Cette outil GPS est mis à disposition du juge d'application des peines pour s'assurer que le détenu ne quitte pas le lieu d'incarcération qui peut être loin de sa résidence. Dans ce cas, il faut absolument avoir l'accord du propriétaire du lieur choisi. L'usage du bracelet n'en demeure pas moins conditionné par d'autres obligations dans la législation pénale française qui exige un respect du secret de la vie privée et la capacité du détenu à supporter le bracelet. En vertu du partenariat judiciaire avec l'Union Européenne, cet important outil de réduction des emprisonnements risque d'être introduit prochainement au Maroc. Selon nos sources, une étude de faisabilité serait en cours et son financement serait supporté par l'UE.
Repères
Contrôle d'exécution: Les mesures envisageables
L'Etat va devoir faire face au défi du contrôle de l'application des peines alternatives à l'emprisonnement. Outre le bracelet électronique qui permet un suivi par GPS du détenu, l'exécution des travaux d'utilité publique dépendent de mécanismes de contrôle, à savoir la mobilisation d'assistants sociaux et l'augmentation de l'effectif des huissiers attachés et délégués judiciaires. Dans le cas de détention provisoire ou de résidence surveillée, les détenus doivent mettre leurs biens à la disposition de la Justice qui peut les confisquer en cas de non-respect des conditions de la surveillance électronique.

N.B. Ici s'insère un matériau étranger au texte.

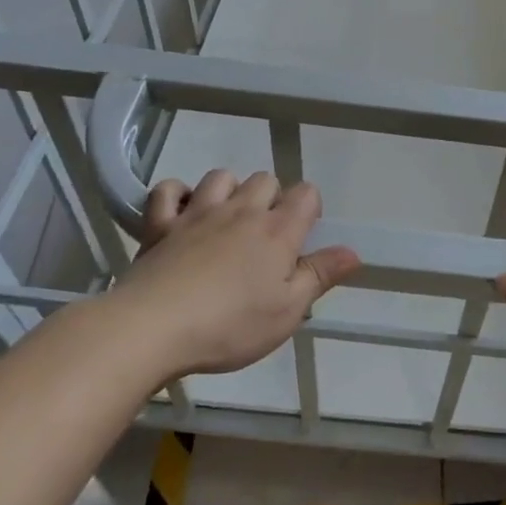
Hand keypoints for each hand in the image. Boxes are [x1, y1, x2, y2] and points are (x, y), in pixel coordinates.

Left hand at [110, 169, 359, 376]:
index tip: (303, 236)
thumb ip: (320, 276)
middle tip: (265, 236)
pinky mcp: (160, 224)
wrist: (151, 328)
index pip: (306, 193)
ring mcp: (198, 213)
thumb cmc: (229, 325)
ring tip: (227, 221)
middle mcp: (242, 211)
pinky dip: (177, 195)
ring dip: (229, 190)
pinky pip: (168, 190)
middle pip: (265, 179)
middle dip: (271, 198)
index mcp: (278, 231)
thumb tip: (354, 252)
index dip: (310, 208)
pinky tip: (181, 213)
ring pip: (221, 176)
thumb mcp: (287, 312)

L'état déplorable des prisons
Mis à part l'encombrement, les prisons marocaines sont dans un état lamentable, estime le rapport de la Cour des Comptes de 2019 qui a fait état de l'étroitesse des cellules (1,8 m2 en moyenne par détenu), ce qui est loin des normes internationales (3m2). Les conditions de détention ne sont guère réjouissantes selon le rapport, les détenus sont exposés au risque d'incendie en cas d'incendie, multiplication des incidents au sein des établissements, sachant que «le taux des agressions a évolué de 4,88% en 2012 à 8,24% en 2017», souligne la même source.